Le lendemain, on vit le Bozza dans l’école des Bianchini, travaillant avec ardeur à la chapelle de Saint-Isidore. Francesco, à qui son frère avait raconté avec exactitude la scène de la veille, fut si profondément blessé de cette conduite, qu’il pria Valerio de ne faire aucune nouvelle tentative pour en connaître les motifs. Il en souffrit en silence, et ressentant plus vivement une injure faite à son frère bien-aimé que si elle se fût adressée à lui seul, ne concevant pas qu’on pût résister à la franchise et à la bonté d’une explication donnée par Valerio, il feignit de ne pas voir le Bozza, et passa près de lui, à dater de ce jour, comme s’il ne l’eût jamais connu. Valerio, qui savait combien son frère avait à cœur de terminer sa coupole, et qui voyait en lui l’inquiétude causée par l’abandon du Bozza, résolut de mourir à la peine plutôt que de ne pas surmonter cette difficulté. Francesco était d’une santé délicate ; son âme fière et sensible était obsédée de la crainte de manquer à ses engagements. Il ne s’agissait plus là seulement de sa gloire d’artiste, gloire à laquelle il se reprochait d’avoir trop songé, puisqu’il se trouvait en retard pour le travail matériel ; il s’agissait de l’honneur. Il n’ignorait pas les intrigues déjà tentées par les Bianchini pour noircir sa réputation. Lorsqu’il avait accepté cette énorme tâche, son père, la jugeant trop considérable pour les trois années auxquelles elle était limitée, avait essayé de l’en détourner. Le Titien, jugeant que la vie dissipée de Valerio et la mauvaise santé de l’autre rendaient cette exécution impossible, leur avait conseillé plusieurs fois de se réconcilier avec les Bianchini et de demander aux procurateurs un nouvel arrangement. Mais les Bianchini, qui dans le principe avaient fait partie de l’école de Francesco, avaient peu de talent et un insupportable orgueil. Pour rien au monde, Francesco n’eût voulu leur confier un travail entrepris et conduit avec tant de soin et d’amour.
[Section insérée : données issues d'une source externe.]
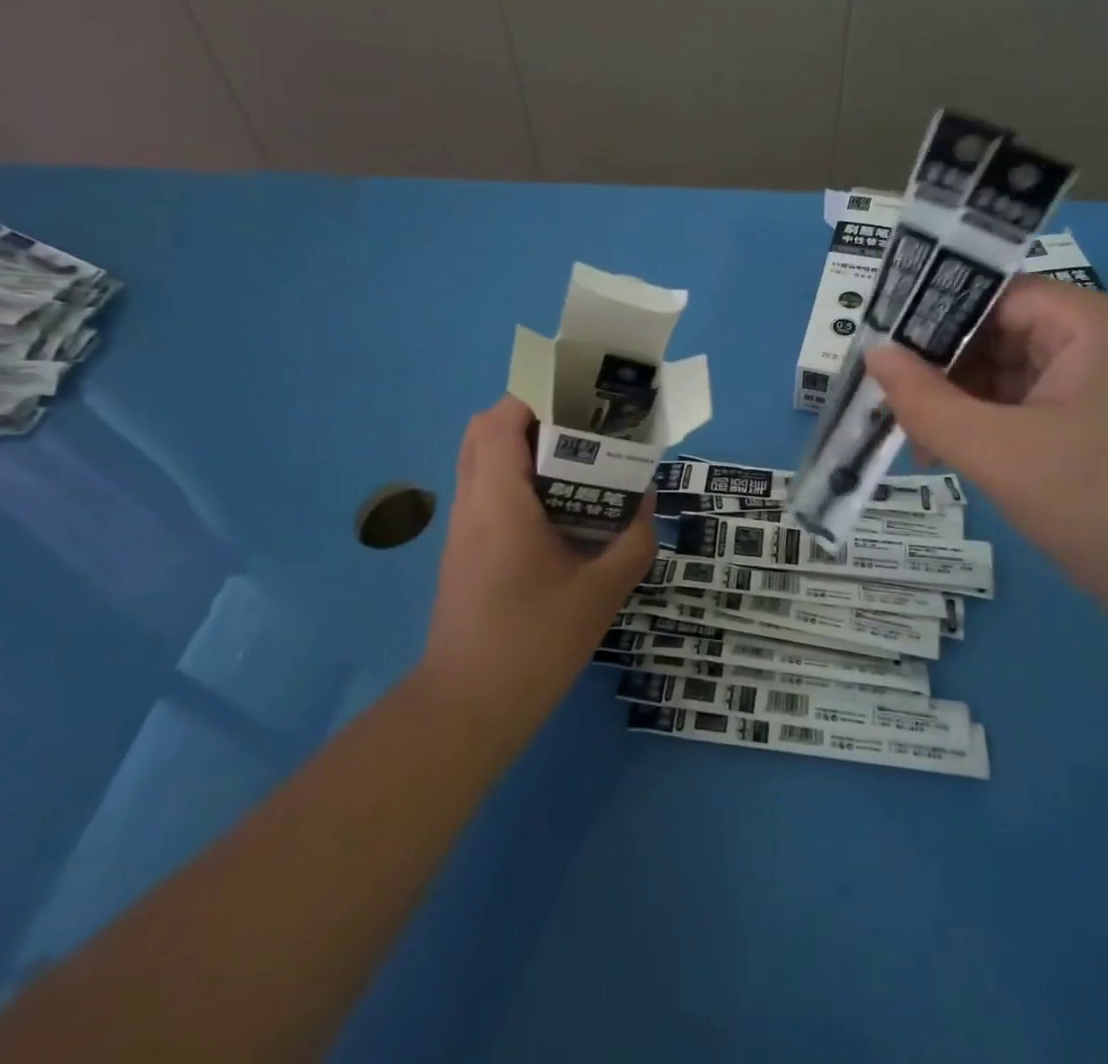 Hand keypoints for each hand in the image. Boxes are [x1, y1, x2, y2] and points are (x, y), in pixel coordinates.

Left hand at [416, 396, 656, 744]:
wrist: (467, 709)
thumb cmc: (534, 645)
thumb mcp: (601, 593)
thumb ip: (632, 541)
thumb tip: (646, 500)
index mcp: (500, 503)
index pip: (500, 421)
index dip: (535, 397)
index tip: (579, 401)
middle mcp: (471, 504)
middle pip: (483, 431)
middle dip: (529, 416)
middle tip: (579, 429)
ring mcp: (461, 529)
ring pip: (479, 460)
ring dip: (520, 447)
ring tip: (573, 463)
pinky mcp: (462, 551)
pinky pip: (483, 491)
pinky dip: (513, 478)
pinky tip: (555, 510)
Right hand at [863, 279, 1107, 622]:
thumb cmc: (1104, 506)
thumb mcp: (1000, 453)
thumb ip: (926, 402)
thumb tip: (872, 353)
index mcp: (1094, 326)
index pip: (998, 295)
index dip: (935, 316)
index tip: (881, 346)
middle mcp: (1107, 347)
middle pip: (1003, 336)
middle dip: (944, 371)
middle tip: (888, 402)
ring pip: (1014, 380)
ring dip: (963, 406)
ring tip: (914, 439)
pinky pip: (1033, 415)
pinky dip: (991, 431)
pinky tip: (952, 458)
Pour s’expliquer l’importance que ce maître attachait à ne pas être en retard d’un seul jour, il est nécessaire de remonter un peu plus haut, et de dire que la basilique de Saint Marc avait été, durant les années précédentes, exploitée par des ouvriers malhabiles et de mauvaise foi. Des dépenses considérables n’avaient servi qu’à entretenir une troupe d’artisans débauchés, dont il avait fallu refaire à grands frais les ouvrages. Le père Alberto et le Rizzo, premiers maîtres mosaïstes, avaient montré aux procurateurs la nécessité de mettre de l’ordre dans les dépenses et dans les travaux. Après plusieurs épreuves, on avait agréé Francesco Zuccato pour chef de l’atelier de mosaïque, et Vincent Bianchini, bien que banni pendant quatorze ans pour accusation de crime de fausse monnaie et pour avoir commis plusieurs assassinats, notamment un sur la personne de son barbier, avait, grâce à la vigueur de son travail et de celui de ses frères, trouvé protection auprès du procurateur-caissier, qui l’avait placé sous les ordres des Zuccati. Mais toute relation étant impossible entre ces deux familles, Francesco avait demandé la liberté de choisir d’autres élèves, et il l’avait obtenue. Pour mettre fin aux querelles qui s’élevèrent à cet égard, et pour contenter le procurateur qui s’intéressait aux Bianchini, la commission s’était décidée à croire sur parole ces derniers capables de travailler sans direction pour leur propre compte. On leur avait confié un emplacement moins favorable et une tâche plus longue qu’aux Zuccati ; ils avaient eux-mêmes réglé ces conditions et demandé cette épreuve de leurs talents. Depuis ce jour, ils n’avaient pas cessé de se faire valoir auprès de la commission, qui n’était, du reste, rien moins qu’éclairée sur la matière, et de déprécier l’école de Francesco, dont la modestie et la candeur ne savaient pas lutter contre eux. La commission tenait à honneur de faire faire à moins de frais que par le passé des travaux plus considérables et mieux exécutés. Elle voulait, par l’inauguration de l’église restaurée, mériter les éloges et les récompenses du sénat.

Francesco vovait arriver ce jour fatal, et c’était en vain qu’il épuisait ses forces ; l’espérance commençait à l’abandonner. Il voyait aussi Valerio, inaccessible aux soucis de l’inquiétude, persister à célébrer le même jour l’institution d’une compagnie d’hommes de plaisir. Le départ du Bozza dans un moment si critique acheva de le consterner. Quand même, se dit-il, Valerio se donnerait tout entier à son labeur, cela ne servirait pas à grand’chose. Qu’il s’amuse donc, puisqu’il a le bonheur d’être insensible à la honte d’une défaite.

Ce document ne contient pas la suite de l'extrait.